Chatbot as Intent Classifier

No-code chatbot builders collapse under their own complexity—here’s how treating messaging flows as intent classification problems makes them readable, testable, and scalable.

The Spider Web Problem

Most chatbots today come with no-code builders that let users chain messaging flows using conditionals, buttons, and external actions. On paper this sounds convenient. In practice, as more elements are added to the chain, the nodes and edges interleave until the whole thing resembles a complex spider web.

There is no validation test in any branch to prevent regression. The core chatbot logic quickly becomes an unmaintainable mess that nobody dares to touch. This is the canonical trap of visual flow builders: they lower the floor for entry but also lower the ceiling for maintainability.

Flattening the Graph

One solution is to flatten the graph into adjacency lists. This presents the same information in a compact, linear format with contextual data visible at a glance. It is genuinely easier to read and edit than a visual node graph.

The problem is cycles. A real conversation is rarely a directed acyclic graph. A user who reaches step 5 may want to correct a mistake they made at step 2. Cycles are common in practice and adjacency lists do not represent them cleanly. Worse, if you implement this as a state machine, the current conversation state must be stored in a database and kept in sync with the graph structure. The operational surface area grows fast.

Intent Classification as a First-Class Primitive

A more robust alternative is to treat messaging flows as an intent classification problem.

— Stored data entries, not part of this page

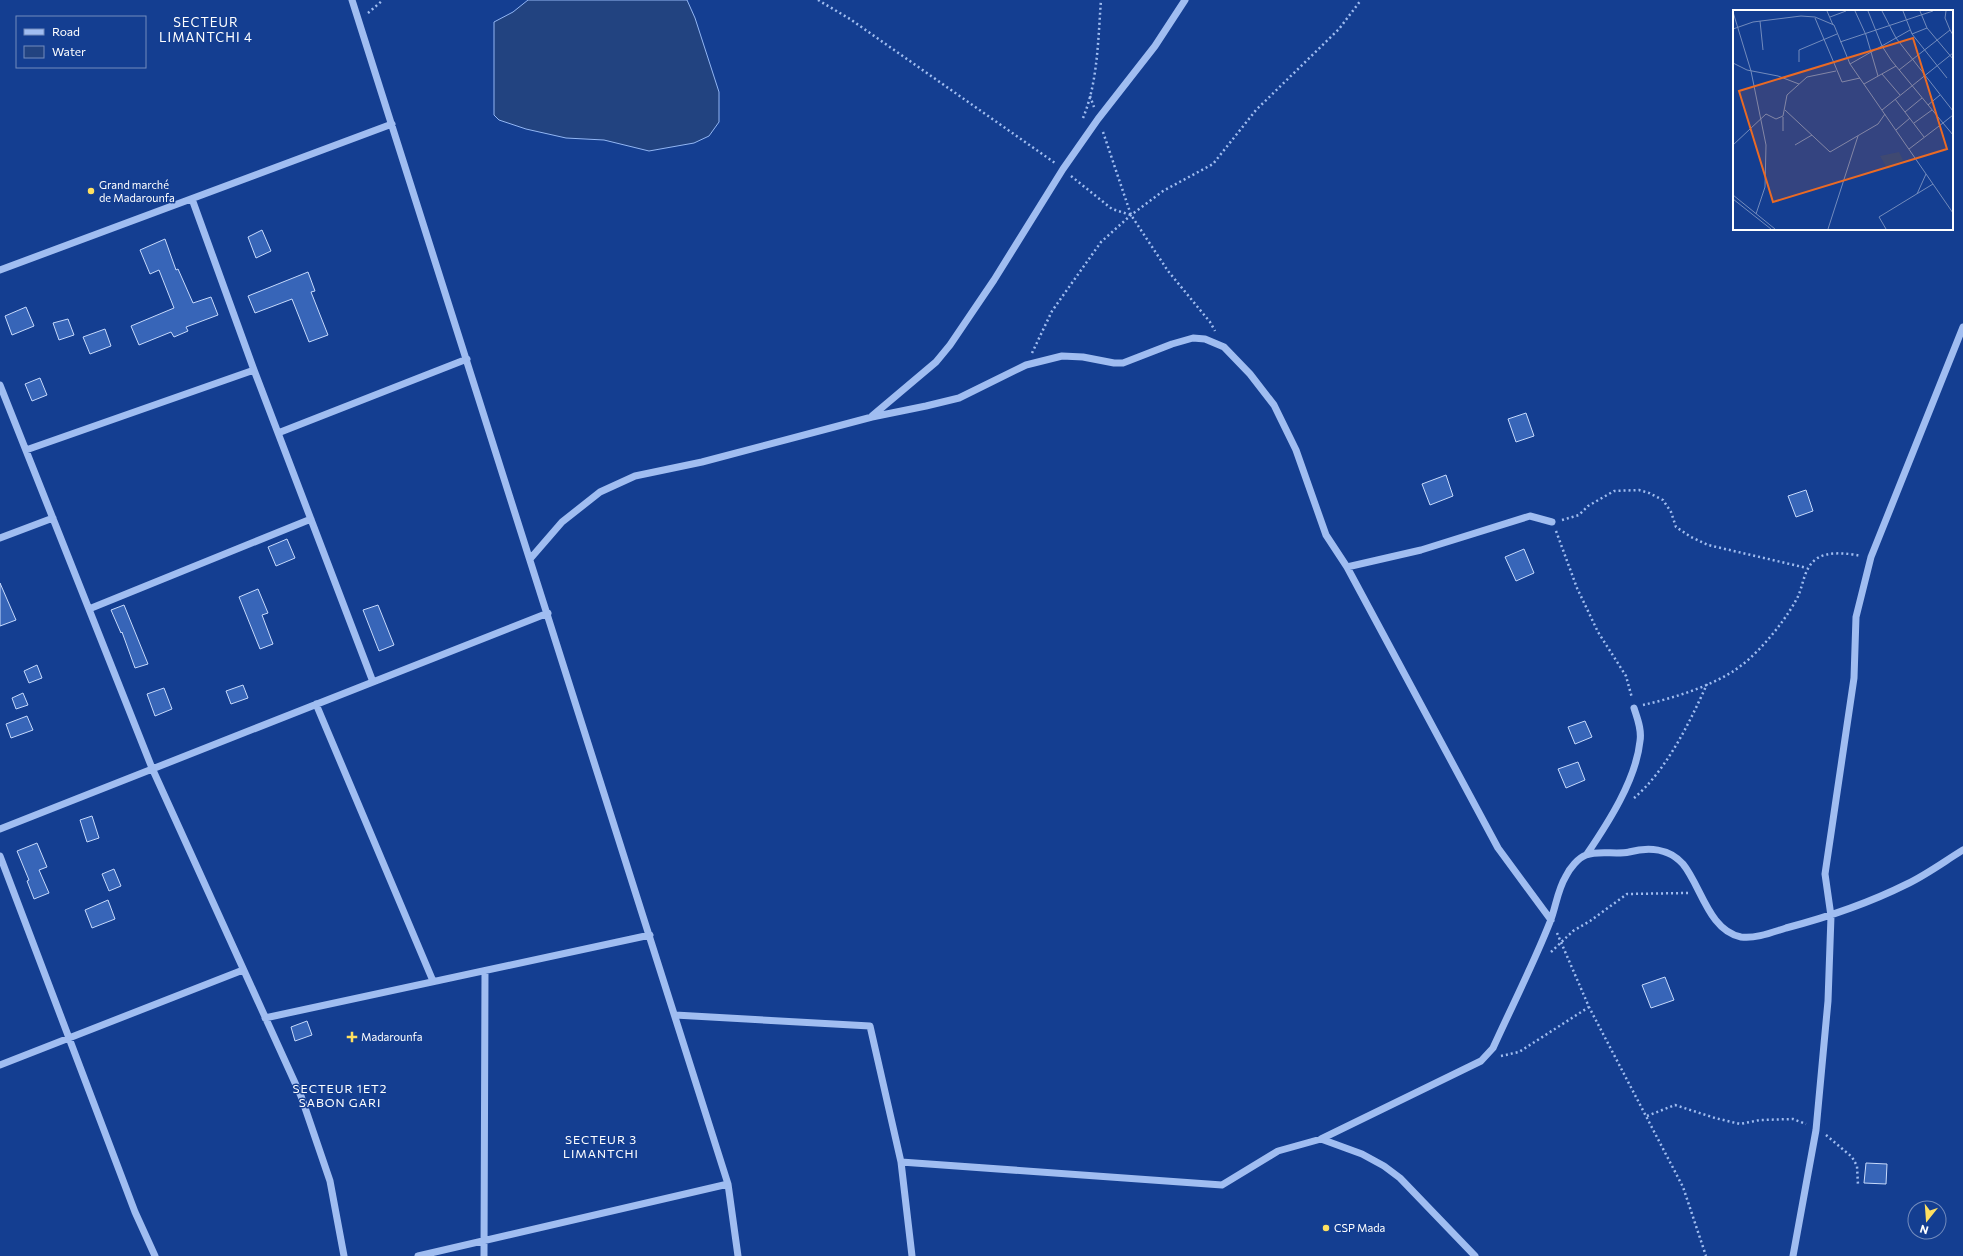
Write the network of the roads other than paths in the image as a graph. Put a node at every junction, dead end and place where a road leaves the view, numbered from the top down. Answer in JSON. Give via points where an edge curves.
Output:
{"nodes":[{"id":1,"x":352,"y":0,"type":"edge"},
{"id":2,"x":1185,"y":0,"type":"edge"},
{"id":3,"x":392,"y":124,"type":"junction"},
{"id":4,"x":192,"y":199,"type":"junction"},
{"id":5,"x":0,"y":270,"type":"edge"},
{"id":6,"x":1963,"y":327,"type":"edge"},
{"id":7,"x":466,"y":359,"type":"junction"},
{"id":8,"x":254,"y":370,"type":"junction"},
{"id":9,"x":0,"y":385,"type":"edge"},
{"id":10,"x":872,"y":416,"type":"junction"},
{"id":11,"x":278,"y":433,"type":"junction"},
{"id":12,"x":26,"y":450,"type":"junction"},
{"id":13,"x":53,"y":518,"type":"junction"},
{"id":14,"x":311,"y":519,"type":"junction"},
{"id":15,"x":1552,"y":522,"type":"road end"},
{"id":16,"x":0,"y":538,"type":"edge"},
{"id":17,"x":530,"y":559,"type":"junction"},
{"id":18,"x":1347,"y":567,"type":"junction"},
{"id":19,"x":89,"y":609,"type":"junction"},
{"id":20,"x":548,"y":613,"type":"junction"},
{"id":21,"x":373,"y":682,"type":"junction"},
{"id":22,"x":316,"y":704,"type":"junction"},
{"id":23,"x":1634,"y":708,"type":"road end"},
{"id":24,"x":152,"y":768,"type":"junction"},
{"id":25,"x":0,"y":829,"type":"edge"},
{"id":26,"x":1963,"y":850,"type":"edge"},
{"id":27,"x":1587,"y":854,"type":"junction"},
{"id":28,"x":0,"y":856,"type":"edge"},
{"id":29,"x":1831,"y":916,"type":"junction"},
{"id":30,"x":1551,"y":920,"type":"junction"},
{"id":31,"x":650,"y":935,"type":"junction"},
{"id":32,"x":244,"y":970,"type":"junction"},
{"id":33,"x":485,"y":971,"type":"junction"},
{"id":34,"x":432,"y":981,"type":"junction"},
{"id":35,"x":675,"y":1015,"type":"junction"},
{"id":36,"x":265,"y":1018,"type":"junction"},
{"id":37,"x":70,"y":1038,"type":"junction"},
{"id":38,"x":0,"y":1065,"type":"edge"},
{"id":39,"x":1321,"y":1139,"type":"junction"},
{"id":40,"x":901,"y":1162,"type":"junction"},
{"id":41,"x":728,"y":1184,"type":"junction"},
{"id":42,"x":484,"y":1241,"type":"junction"},
{"id":43,"x":154,"y":1256,"type":"edge"},
{"id":44,"x":344,"y":1256,"type":"edge"},
{"id":45,"x":418,"y":1256,"type":"edge"},
{"id":46,"x":484,"y":1256,"type":"edge"},
{"id":47,"x":738,"y":1256,"type":"edge"},
{"id":48,"x":912,"y":1256,"type":"edge"},
{"id":49,"x":1475,"y":1256,"type":"edge"},
{"id":50,"x":1793,"y":1256,"type":"edge"}],
"edges":[{"from":1,"to":3,"type":"street"},
{"from":2,"to":10,"type":"street","via":[[1155,46],[1063,169],[950,345],[936,362]]},
{"from":3,"to":4,"type":"street"},
{"from":3,"to":7,"type":"street"},
{"from":4,"to":5,"type":"street"},
{"from":4,"to":8,"type":"street"},
{"from":6,"to":29,"type":"street","via":[[1871,557],[1856,617],[1854,678],[1825,874]]},
{"from":7,"to":11,"type":"street"},
{"from":7,"to":17,"type":"street"},
{"from":8,"to":11,"type":"street"},
{"from":8,"to":12,"type":"street"},
{"from":9,"to":12,"type":"street"},
{"from":10,"to":17,"type":"street","via":[[702,462],[635,476],[600,492],[562,522]]},
{"from":10,"to":18,"type":"street","via":[[959,398],[1026,365],[1062,356],[1123,363],[1172,344],[1193,338],[1205,339],[1224,347],[1250,374],[1274,405],[1296,450],[1326,535]]},
{"from":11,"to":14,"type":"street"},
{"from":12,"to":13,"type":"street"},
{"from":13,"to":16,"type":"street"},
{"from":13,"to":19,"type":"street"},
{"from":14,"to":19,"type":"street"},
{"from":14,"to":21,"type":"street"},
{"from":15,"to":18,"type":"street","via":[[1530,516],[1421,550]]},
{"from":17,"to":20,"type":"street"},
{"from":18,"to":30,"type":"street","via":[[1498,848]]},
{"from":19,"to":24,"type":"street"},
{"from":20,"to":21,"type":"street"},
{"from":20,"to":31,"type":"street"},
{"from":21,"to":22,"type":"street"},
{"from":22,"to":24,"type":"street"},
{"from":22,"to":34,"type":"street"},
{"from":23,"to":27,"type":"street","via":[[1640,728],[1640,741],[1631,774],[1611,818]]},
{"from":24,"to":25,"type":"street"},
{"from":24,"to":32,"type":"street"},
{"from":26,"to":29,"type":"street","via":[[1908,884]]},
{"from":27,"to":29,"type":"street","via":[[1621,854],[1658,849],[1669,854],[1683,864],[1712,915],[1724,928],[1743,937],[1762,935]]},
{"from":27,"to":30,"type":"street","via":[[1577,861],[1567,874],[1558,891]]},
{"from":28,"to":37,"type":"street"},
{"from":29,"to":50,"type":"street","via":[[1828,1001],[1816,1127]]},
{"from":30,"to":39,"type":"street","via":[[1493,1048],[1481,1061]]},
{"from":31,"to":33,"type":"street"},
{"from":31,"to":35,"type":"street"},
{"from":32,"to":36,"type":"street"},
{"from":32,"to":37,"type":"street"},
{"from":33,"to":34,"type":"street"},
{"from":33,"to":42,"type":"street"},
{"from":34,"to":36,"type":"street"},
{"from":35,"to":40,"type":"street","via":[[870,1026]]},
{"from":35,"to":41,"type":"street"},
{"from":36,"to":44,"type":"street","via":[[301,1096],[330,1181]]},
{"from":37,"to":38,"type":"street"},
{"from":37,"to":43,"type":"street"},
{"from":39,"to":40,"type":"street","via":[[1278,1151],[1222,1185]]},
{"from":39,"to":49,"type":"street","via":[[1362,1154],[1400,1178]]},
{"from":40,"to":48,"type":"street"},
{"from":41,"to":42,"type":"street"},
{"from":41,"to":47,"type":"street"},
{"from":42,"to":45,"type":"street"},
{"from":42,"to":46,"type":"street"}]}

Each message template may optionally define a frontmatter block that describes the source state and the triggering condition. When classifying an incoming user message, fetch the conversation history starting from the source state and forward it to the LLM. Since each intent is expressed as a normalised combination of (source, condition, messages, target), the model has no difficulty matching incoming messages against the full state transition table at a configurable confidence threshold.

To the author of the template, this format is much easier to read and update. All relevant context for a given intent lives in one file. There is no graph to maintain, no visual editor to navigate, and no implicit state hidden across dozens of connected nodes.

Structured Data Extraction

The same representation extends naturally to structured data extraction. Rather than building a standalone form to collect user input, we can leverage the LLM to parse free-form responses into JSON based on the surrounding conversation context.

A low confidence score indicates ambiguity. Instead of silently accepting a bad parse, the system asks the user to confirm before proceeding. Extracted data can be forwarded to an external endpoint or stored for future reference.

This process is resistant to prompt injection because the system prompt is fixed and contains no sensitive information. It can, however, be more susceptible to hallucination when pushed outside its intended use cases, so the confidence threshold deserves careful tuning.

Verifying Against External Data

Another common chatbot requirement is validating user input against an external data source. A password reset flow, for example, may need to check that the email address a user provides matches the one on their registered account.

This is handled by declaring data connectors in the admin interface. Each connector stores an API token and a base URL. Message templates reference connectors by name, and the runtime fetches and injects the relevant data at classification time. Users never write API call logic directly; they only declare what connector to use and what field to check.

Scaling with RAG

When the number of intents grows into the tens of thousands, sending the entire state transition table to the LLM in a single API call becomes impractical. Retrieval Augmented Generation is the natural solution here.

We use an embedding model to convert the incoming user query—combined with recent message history—into a single vector, then run a cosine similarity search against an indexed database of template intents. The closest matching intent in vector space is returned as the chat response. This approach scales to millions of intents and is ultimately bounded only by the quality of the embedding model.

Putting It Together

The combination of intent classification, structured data extraction, external data connectors, and vector retrieval gives us a chatbot that is both intelligent in its responses and tightly controlled in its behaviour. The templates remain readable, the logic stays auditable, and the system can grow without becoming the spider web it was designed to replace.